_Exercise aim_.
Lines that include the word "name" should be copied from the listing that follows.

_Dataset content_.
· · · ·

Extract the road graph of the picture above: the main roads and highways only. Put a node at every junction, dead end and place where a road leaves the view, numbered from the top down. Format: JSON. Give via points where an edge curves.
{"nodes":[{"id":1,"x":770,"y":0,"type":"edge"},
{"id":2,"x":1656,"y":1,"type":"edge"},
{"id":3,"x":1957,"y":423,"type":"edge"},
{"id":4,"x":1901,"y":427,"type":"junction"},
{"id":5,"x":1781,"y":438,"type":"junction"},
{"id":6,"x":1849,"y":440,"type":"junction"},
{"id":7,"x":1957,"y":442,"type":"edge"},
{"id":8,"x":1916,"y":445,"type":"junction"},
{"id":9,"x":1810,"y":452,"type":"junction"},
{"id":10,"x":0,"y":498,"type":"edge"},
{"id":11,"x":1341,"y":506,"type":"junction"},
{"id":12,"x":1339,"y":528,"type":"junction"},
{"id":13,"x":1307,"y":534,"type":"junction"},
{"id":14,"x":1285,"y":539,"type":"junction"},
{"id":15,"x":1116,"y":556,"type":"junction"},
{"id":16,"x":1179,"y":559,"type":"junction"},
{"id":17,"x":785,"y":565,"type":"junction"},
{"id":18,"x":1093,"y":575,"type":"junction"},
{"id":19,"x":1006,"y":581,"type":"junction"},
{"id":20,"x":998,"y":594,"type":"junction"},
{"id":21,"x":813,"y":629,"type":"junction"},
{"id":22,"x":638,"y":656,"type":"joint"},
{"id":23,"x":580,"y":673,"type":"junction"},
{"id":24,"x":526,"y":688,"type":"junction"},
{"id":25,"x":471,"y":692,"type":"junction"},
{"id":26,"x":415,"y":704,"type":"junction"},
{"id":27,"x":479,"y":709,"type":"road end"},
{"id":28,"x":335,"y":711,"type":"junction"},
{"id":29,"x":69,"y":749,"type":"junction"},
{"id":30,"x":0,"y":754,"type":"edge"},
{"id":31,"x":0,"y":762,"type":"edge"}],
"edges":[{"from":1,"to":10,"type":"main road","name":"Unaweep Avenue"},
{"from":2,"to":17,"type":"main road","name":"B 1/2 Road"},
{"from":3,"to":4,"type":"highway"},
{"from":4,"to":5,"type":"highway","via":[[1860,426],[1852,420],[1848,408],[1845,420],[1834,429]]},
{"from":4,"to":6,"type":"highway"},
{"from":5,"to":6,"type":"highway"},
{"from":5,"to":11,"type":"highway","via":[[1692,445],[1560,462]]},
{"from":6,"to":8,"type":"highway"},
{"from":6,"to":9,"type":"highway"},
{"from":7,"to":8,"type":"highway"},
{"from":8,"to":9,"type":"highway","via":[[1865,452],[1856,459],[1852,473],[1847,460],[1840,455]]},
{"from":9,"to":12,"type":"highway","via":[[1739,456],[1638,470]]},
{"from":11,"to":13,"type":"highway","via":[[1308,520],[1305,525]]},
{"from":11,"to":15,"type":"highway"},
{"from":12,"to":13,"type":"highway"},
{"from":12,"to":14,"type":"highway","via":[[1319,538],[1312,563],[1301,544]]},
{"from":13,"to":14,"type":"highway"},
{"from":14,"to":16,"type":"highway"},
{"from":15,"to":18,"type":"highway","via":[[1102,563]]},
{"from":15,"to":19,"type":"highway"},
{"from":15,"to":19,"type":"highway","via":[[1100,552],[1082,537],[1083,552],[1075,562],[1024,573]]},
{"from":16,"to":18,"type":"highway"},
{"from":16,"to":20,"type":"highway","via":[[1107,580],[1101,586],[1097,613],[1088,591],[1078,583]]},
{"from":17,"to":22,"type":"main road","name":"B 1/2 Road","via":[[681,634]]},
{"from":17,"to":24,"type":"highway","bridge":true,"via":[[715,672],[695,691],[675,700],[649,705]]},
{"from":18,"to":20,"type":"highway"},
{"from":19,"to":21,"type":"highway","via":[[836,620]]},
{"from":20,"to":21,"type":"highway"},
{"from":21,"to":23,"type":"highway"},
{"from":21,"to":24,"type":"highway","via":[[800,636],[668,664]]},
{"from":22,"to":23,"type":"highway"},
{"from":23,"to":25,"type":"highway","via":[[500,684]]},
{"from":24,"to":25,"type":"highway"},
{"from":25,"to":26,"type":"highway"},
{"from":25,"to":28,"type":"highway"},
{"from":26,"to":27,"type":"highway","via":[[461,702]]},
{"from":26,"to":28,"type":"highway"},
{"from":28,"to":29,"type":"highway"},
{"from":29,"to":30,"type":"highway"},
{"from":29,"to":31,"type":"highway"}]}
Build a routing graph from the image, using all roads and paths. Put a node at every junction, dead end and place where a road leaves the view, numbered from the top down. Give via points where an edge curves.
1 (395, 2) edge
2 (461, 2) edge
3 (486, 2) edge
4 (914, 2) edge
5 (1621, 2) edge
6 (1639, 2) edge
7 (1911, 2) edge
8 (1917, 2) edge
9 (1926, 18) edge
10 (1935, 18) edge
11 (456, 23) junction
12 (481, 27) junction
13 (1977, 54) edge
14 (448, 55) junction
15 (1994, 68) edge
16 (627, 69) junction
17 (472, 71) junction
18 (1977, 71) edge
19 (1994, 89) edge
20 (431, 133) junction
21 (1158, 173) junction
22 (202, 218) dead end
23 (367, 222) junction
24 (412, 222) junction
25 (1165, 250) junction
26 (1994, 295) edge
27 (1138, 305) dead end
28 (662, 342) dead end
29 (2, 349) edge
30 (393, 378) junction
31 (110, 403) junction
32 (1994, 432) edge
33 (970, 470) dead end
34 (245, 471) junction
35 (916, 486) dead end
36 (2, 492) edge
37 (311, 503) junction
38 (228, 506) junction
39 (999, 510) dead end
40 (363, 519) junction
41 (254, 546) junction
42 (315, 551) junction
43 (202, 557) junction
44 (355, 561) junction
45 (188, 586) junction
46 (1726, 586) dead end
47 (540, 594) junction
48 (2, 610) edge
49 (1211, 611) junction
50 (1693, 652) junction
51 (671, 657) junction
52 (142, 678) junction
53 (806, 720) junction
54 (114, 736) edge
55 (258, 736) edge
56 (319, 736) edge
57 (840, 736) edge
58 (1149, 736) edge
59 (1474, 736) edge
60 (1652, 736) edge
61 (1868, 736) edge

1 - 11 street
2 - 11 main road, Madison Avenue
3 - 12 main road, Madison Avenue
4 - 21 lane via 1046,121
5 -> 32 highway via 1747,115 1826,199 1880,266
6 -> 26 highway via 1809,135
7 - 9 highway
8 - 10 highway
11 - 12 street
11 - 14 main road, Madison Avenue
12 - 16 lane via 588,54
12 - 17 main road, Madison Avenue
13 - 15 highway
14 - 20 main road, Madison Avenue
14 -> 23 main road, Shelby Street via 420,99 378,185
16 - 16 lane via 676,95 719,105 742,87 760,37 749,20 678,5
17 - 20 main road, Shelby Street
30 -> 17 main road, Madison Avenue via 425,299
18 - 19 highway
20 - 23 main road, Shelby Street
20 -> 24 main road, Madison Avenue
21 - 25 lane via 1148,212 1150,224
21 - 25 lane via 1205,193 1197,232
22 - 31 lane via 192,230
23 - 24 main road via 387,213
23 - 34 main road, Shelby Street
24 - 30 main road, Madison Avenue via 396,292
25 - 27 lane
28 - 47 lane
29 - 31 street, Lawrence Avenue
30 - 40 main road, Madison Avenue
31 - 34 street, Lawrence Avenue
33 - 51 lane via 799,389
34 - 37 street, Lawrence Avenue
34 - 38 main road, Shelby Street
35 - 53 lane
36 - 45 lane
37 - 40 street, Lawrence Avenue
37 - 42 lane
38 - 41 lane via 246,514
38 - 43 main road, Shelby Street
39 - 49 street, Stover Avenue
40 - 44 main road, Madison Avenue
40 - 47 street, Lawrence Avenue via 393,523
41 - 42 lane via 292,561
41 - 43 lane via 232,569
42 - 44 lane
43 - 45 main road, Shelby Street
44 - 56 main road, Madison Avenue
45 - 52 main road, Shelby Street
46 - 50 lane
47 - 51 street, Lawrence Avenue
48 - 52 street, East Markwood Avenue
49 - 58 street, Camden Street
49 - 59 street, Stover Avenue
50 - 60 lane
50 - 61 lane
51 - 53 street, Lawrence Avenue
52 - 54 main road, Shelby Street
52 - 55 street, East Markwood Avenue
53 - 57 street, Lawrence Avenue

· · · ·

_Answer space_.
"edges":[{"from":1,"to":10,"type":"main road","name":"Unaweep Avenue"},
{"from":2,"to":17,"type":"main road","name":"B 1/2 Road"},
{"from":17,"to":22,"type":"main road","name":"B 1/2 Road","via":[[681,634]]},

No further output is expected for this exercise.